When it comes to fracking, all of the most powerful players are focused on a narrow set of intended outcomes: profits, economic growth, and energy security. The oil and gas industry seeks to exploit minerals. The Texas Railroad Commission fosters and promotes this development. State and federal lawmakers are increasingly captured by corporate interests.
It is at the local level where most of the broader unintended harms from fracking occur, namely, air and water pollution, property devaluation and damage, and noises and other nuisances. Working within this context, the City of Denton has pursued what we might call the compatibility strategy: it has sought to make the production of minerals compatible with health, safety, welfare, community integrity, and surface property rights.
After years of effort, I have come to realize that the compatibility strategy is a failure. We can either have fracking or a safe, healthy, and vibrant city. We cannot have both. In calling for a ban on hydraulic fracturing, we are choosing our safety over their profits. We are choosing our community over their reckless pursuit of commodities. We are choosing the health of our children over a shortsighted, poisonous, and unsustainable fossil fuel addiction.
This is a choice I have made with a great deal of deliberation. Indeed, for five years the committed citizens of Denton tried to make the compatibility strategy a success. We tried despite a Task Force stacked with oil and gas industry representatives. We tried despite closed-door meetings and behind-the-scenes legalese. We tried even as our ideas for bolstering safety and health – ideas that had been implemented by other cities on the Barnett Shale – were repeatedly denied. And we tried even as we learned that the new rules that did actually pass – including the 1,200 foot setback distance – would not apply to the hundreds of gas well pad sites within City limits grandfathered under older regulations.
But we could no longer stomach the failures of this strategy when three gas wells were drilled, fracked, and flared in one of our neighborhoods – and we saw that this would be the ugly future of Denton under status quo policies. We could no longer simply work through the bureaucratic system – with all its hoops, loopholes, and systematic biases – when people were getting sick and parents had to keep their kids indoors in desperate attempts to protect them from the fumes. We could no longer ignore the fact that most of the people exposed to the harms were not informed and were not receiving any of the financial benefits. And we cannot watch our City grow over the coming years into the heart of the gas patch and let thousands of new Denton families suffer in this way.
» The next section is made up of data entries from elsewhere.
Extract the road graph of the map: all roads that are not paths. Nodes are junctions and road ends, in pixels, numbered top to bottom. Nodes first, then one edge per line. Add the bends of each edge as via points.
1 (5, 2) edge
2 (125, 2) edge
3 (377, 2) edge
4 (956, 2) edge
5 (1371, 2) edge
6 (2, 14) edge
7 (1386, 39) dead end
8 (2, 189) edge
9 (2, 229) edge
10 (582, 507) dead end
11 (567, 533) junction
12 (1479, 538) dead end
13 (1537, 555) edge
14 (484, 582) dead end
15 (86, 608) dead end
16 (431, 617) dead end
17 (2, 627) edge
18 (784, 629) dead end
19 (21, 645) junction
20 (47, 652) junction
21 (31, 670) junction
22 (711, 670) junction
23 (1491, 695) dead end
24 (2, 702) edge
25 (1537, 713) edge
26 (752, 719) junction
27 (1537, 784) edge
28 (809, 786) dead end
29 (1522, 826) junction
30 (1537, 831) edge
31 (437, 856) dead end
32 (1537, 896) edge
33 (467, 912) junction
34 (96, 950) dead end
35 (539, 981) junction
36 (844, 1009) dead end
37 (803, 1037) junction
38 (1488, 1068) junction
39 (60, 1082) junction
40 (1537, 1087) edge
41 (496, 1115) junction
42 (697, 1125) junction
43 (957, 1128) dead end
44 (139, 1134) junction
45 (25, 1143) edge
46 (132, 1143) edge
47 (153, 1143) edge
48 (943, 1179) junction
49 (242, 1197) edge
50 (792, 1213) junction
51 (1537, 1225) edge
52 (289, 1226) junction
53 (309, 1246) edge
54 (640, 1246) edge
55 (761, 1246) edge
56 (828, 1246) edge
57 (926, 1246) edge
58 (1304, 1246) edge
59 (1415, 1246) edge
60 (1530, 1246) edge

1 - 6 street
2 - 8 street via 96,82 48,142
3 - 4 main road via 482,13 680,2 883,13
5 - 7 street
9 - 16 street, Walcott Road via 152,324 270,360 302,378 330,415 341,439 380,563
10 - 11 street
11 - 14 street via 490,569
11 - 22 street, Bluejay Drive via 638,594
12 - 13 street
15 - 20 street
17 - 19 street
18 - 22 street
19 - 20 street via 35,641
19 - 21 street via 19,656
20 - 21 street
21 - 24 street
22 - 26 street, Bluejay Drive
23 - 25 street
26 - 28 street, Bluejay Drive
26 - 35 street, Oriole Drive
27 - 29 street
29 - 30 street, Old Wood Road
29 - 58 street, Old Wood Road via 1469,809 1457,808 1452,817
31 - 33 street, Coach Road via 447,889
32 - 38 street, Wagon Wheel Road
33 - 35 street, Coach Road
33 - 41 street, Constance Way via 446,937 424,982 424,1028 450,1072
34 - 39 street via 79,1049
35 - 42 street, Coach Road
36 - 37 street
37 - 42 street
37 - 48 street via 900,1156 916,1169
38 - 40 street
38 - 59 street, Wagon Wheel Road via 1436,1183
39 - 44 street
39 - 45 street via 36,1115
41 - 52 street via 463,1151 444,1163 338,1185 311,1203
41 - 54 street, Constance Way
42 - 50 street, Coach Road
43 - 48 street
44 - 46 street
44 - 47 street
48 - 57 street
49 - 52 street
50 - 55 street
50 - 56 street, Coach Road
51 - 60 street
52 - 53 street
As natural gas prices rise in the future, things will only get worse. Unless we act.  Enough is enough. It is time for a frack free Denton.

8 comments:

  1. This is really a sad day for the citizens of Denton. To come to the realization that they must force their municipal government to protect them is truly heartbreaking. If the ordinance fails it will be because the City of Denton truly does not want to protect it's citizens.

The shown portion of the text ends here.